*** Begin section ***
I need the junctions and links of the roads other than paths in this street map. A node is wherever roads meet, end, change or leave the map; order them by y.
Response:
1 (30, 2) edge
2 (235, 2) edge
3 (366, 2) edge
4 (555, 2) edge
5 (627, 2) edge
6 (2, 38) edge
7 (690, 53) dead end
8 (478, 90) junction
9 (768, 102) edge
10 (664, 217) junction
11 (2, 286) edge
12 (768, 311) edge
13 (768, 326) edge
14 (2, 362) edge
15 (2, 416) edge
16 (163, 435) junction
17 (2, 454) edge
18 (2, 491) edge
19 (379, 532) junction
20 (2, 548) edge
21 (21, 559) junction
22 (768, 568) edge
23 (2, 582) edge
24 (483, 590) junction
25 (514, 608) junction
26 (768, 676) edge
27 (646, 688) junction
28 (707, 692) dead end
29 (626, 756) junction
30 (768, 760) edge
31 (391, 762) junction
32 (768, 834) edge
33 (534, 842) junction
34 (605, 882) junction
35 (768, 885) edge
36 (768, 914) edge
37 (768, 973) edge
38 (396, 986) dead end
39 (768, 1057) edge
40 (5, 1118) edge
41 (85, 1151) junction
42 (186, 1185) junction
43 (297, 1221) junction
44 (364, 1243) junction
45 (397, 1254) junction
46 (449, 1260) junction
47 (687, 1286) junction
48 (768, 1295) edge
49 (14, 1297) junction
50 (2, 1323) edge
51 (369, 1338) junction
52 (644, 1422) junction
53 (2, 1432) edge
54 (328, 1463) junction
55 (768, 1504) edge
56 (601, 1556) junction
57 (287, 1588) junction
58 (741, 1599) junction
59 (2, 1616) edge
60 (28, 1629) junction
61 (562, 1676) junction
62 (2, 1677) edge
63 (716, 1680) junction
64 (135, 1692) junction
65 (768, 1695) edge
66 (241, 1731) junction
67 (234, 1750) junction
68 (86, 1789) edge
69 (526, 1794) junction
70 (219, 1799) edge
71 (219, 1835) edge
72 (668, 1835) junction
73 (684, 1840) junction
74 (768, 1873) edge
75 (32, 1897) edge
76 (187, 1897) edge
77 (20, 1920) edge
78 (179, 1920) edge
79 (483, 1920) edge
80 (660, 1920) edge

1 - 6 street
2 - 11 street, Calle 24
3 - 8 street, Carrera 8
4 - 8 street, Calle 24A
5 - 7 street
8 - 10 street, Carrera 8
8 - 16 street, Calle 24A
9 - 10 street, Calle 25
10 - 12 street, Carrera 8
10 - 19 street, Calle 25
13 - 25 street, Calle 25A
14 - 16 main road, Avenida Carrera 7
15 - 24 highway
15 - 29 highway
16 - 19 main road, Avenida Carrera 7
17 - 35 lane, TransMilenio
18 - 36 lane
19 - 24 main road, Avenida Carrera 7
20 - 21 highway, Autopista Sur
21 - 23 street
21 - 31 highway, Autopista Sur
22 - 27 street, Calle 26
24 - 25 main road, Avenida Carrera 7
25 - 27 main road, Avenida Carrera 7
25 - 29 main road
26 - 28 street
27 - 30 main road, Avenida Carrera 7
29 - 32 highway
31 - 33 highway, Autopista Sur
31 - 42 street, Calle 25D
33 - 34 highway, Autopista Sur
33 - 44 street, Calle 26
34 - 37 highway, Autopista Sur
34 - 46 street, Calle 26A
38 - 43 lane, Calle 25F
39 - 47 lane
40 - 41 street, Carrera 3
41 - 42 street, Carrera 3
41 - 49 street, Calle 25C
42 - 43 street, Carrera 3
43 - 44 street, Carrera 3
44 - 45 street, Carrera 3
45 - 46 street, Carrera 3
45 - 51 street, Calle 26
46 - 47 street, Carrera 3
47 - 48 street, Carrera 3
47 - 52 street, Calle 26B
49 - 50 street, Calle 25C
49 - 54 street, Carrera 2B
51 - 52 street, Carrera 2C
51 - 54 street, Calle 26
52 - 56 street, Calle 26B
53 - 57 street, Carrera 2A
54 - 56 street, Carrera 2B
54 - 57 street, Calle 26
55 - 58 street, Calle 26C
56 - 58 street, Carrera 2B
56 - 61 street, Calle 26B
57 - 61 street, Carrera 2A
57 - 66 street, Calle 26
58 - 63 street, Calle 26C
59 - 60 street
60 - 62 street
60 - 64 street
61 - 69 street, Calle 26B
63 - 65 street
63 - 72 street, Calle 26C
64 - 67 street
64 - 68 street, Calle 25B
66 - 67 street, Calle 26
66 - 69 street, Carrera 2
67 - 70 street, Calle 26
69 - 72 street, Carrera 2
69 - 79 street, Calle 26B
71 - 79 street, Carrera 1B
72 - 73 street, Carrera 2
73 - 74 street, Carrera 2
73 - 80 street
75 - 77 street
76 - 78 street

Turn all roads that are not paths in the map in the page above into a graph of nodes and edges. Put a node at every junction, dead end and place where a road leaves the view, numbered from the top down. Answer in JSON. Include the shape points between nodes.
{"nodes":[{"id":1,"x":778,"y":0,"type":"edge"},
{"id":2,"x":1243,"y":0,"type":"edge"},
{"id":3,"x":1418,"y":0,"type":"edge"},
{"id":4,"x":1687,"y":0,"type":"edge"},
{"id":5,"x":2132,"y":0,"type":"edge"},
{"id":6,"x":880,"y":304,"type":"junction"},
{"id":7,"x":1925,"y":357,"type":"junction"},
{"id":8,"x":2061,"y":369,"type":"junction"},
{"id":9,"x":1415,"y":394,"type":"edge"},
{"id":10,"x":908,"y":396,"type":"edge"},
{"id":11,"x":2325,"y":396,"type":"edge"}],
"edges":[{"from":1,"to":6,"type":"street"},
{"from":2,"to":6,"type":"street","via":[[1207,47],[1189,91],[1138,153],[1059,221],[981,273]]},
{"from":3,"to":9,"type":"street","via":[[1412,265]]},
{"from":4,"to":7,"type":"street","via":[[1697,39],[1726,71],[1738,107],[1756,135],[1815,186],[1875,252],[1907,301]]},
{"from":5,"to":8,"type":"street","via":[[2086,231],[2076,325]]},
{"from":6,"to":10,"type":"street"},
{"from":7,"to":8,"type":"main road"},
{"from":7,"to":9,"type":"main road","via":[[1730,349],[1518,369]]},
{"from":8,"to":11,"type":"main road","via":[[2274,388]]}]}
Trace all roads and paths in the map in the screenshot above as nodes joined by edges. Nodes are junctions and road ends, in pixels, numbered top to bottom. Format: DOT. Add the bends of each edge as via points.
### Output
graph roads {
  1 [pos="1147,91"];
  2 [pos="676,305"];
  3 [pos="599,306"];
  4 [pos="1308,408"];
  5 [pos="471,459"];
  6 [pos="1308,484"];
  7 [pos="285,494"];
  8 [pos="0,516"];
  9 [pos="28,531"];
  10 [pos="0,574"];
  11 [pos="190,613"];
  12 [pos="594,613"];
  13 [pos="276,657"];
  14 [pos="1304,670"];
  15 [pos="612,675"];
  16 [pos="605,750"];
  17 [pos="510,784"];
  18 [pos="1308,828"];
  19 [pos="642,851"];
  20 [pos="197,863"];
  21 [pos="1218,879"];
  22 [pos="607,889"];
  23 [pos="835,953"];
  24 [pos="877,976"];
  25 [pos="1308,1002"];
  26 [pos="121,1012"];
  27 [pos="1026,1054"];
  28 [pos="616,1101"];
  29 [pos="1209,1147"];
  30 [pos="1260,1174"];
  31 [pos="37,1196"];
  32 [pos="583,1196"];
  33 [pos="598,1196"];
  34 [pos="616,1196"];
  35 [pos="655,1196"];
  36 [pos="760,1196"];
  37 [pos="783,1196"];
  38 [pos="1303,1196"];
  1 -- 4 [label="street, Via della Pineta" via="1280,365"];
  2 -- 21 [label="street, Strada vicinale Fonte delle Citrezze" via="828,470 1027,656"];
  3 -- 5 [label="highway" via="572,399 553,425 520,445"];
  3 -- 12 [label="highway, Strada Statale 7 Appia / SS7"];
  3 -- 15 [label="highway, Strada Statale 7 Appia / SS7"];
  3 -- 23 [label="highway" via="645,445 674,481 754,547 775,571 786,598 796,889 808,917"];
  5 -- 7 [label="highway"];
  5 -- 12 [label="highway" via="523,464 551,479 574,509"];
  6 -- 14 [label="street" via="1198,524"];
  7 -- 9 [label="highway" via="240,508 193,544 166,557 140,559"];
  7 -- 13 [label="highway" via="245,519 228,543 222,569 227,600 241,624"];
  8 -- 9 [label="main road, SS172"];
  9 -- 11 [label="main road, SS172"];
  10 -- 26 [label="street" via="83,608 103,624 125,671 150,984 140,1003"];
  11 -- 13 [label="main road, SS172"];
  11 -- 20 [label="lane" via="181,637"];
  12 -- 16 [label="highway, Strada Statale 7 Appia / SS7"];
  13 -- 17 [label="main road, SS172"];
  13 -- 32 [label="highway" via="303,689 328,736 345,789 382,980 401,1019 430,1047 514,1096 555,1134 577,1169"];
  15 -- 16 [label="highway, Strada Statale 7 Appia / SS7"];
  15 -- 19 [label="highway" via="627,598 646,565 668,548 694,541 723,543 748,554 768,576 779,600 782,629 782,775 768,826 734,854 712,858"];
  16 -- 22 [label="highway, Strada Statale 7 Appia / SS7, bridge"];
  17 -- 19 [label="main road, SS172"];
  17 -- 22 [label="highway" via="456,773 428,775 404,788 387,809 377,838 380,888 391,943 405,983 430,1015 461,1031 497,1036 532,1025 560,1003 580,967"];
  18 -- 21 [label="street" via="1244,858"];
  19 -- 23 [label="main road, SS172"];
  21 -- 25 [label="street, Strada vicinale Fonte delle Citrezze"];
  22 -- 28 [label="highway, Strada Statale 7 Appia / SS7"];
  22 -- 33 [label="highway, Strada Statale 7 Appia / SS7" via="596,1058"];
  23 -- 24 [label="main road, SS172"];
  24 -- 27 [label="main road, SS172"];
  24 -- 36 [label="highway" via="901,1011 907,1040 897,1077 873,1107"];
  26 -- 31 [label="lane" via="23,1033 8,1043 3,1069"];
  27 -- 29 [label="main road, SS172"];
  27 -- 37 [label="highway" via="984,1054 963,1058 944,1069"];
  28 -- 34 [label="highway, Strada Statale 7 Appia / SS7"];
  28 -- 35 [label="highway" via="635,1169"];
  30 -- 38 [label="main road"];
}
*** End section ***
From the data above, copy out every line with the string "points" in it.

● RESPONSE BOX
Turn all roads that are not paths in the map in the page above into a graph of nodes and edges. Put a node at every junction, dead end and place where a road leaves the view, numbered from the top down. Answer in JSON. Include the shape points between nodes.
Trace all roads and paths in the map in the screenshot above as nodes joined by edges. Nodes are junctions and road ends, in pixels, numbered top to bottom. Format: DOT. Add the bends of each edge as via points.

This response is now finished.